Work item — Could you report every line of the listing below that holds the word "Мальсагова"?

Segment Open

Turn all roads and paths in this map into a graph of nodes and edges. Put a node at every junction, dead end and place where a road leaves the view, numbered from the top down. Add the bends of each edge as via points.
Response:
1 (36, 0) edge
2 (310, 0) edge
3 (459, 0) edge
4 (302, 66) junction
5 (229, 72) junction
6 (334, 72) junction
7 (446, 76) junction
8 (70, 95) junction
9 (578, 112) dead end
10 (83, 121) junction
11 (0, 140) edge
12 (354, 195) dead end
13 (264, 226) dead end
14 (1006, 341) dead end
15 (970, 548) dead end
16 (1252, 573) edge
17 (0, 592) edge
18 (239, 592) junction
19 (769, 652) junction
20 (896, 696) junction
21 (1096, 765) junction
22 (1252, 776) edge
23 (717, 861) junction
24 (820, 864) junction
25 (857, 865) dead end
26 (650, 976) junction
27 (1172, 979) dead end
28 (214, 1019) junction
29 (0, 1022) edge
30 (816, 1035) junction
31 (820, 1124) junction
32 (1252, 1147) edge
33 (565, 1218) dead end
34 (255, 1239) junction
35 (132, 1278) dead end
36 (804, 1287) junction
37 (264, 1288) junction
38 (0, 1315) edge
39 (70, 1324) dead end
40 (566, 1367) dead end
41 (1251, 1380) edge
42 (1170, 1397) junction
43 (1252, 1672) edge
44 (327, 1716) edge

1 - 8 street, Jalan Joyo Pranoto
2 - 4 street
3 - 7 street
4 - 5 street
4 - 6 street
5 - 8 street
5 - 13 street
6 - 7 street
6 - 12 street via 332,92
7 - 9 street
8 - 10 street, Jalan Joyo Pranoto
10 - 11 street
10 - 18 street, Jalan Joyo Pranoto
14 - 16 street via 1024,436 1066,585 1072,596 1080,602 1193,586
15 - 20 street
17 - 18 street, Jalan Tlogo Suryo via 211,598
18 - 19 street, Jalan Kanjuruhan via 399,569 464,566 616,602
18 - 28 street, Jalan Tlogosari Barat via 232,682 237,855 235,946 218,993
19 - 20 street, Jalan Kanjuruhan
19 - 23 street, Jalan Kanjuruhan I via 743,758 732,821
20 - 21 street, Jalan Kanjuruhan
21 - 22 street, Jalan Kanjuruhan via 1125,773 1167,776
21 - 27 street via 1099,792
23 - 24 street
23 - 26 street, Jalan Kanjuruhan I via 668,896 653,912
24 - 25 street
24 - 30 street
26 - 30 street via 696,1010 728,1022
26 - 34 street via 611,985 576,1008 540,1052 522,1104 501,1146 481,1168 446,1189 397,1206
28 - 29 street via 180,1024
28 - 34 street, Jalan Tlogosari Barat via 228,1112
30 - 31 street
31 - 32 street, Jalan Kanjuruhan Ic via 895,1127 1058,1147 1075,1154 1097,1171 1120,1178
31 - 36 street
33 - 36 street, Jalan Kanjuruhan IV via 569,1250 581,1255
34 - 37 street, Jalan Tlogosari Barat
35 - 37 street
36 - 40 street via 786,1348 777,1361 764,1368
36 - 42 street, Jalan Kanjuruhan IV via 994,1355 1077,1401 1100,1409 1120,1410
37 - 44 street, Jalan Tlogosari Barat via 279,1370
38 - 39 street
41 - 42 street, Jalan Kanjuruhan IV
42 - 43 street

Segment Closed
Segment Open

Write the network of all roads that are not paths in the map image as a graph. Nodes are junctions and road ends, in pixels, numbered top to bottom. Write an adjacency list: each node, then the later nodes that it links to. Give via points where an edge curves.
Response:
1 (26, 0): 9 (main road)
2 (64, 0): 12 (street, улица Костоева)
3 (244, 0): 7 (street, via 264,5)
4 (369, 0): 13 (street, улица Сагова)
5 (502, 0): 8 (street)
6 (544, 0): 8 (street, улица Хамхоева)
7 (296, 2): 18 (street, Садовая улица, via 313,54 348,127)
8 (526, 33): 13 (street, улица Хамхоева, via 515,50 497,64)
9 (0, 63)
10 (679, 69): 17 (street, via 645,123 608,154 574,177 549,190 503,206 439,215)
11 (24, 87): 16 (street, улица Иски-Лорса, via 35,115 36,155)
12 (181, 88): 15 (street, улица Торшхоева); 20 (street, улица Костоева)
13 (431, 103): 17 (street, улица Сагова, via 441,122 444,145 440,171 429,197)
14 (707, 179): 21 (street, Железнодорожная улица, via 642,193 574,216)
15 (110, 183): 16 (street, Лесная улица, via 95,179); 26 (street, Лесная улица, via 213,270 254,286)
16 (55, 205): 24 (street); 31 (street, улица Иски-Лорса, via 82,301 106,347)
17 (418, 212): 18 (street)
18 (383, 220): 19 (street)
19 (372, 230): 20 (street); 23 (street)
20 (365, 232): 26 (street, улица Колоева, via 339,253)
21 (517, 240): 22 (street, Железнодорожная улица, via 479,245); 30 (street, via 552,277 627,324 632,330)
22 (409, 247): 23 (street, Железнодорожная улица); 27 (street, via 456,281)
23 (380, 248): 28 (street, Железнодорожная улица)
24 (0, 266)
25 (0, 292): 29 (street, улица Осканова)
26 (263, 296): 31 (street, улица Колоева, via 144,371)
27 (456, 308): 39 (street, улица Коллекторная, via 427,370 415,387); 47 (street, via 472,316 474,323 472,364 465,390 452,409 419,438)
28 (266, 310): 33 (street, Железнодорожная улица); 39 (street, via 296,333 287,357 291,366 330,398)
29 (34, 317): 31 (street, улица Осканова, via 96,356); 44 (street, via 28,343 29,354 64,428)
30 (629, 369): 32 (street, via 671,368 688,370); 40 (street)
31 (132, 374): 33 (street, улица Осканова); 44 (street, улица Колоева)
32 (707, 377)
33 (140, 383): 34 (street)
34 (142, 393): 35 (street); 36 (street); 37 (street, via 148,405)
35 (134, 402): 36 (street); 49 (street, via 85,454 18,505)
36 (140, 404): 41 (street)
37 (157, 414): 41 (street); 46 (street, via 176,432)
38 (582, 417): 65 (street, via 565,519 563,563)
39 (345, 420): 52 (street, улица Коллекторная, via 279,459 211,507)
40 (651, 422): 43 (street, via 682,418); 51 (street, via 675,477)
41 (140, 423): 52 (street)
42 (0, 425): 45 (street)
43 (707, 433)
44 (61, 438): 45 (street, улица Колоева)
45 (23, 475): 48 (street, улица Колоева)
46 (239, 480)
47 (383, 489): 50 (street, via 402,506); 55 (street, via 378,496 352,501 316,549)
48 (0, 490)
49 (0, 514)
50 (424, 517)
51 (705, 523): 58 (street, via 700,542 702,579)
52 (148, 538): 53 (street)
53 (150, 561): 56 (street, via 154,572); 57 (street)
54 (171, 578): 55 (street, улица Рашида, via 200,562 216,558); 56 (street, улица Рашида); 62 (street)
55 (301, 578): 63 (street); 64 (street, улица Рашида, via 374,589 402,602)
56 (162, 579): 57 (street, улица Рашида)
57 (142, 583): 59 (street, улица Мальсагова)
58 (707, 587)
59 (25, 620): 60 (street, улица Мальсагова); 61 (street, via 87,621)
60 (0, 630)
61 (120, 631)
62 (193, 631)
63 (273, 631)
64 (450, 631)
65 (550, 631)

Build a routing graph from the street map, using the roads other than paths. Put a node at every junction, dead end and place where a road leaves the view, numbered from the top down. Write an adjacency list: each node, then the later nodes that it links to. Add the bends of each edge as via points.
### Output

Segment Closed

Result of this exercise —
57 (142, 583): 59 (street, улица Мальсагова)
59 (25, 620): 60 (street, улица Мальсагова); 61 (street, via 87,621)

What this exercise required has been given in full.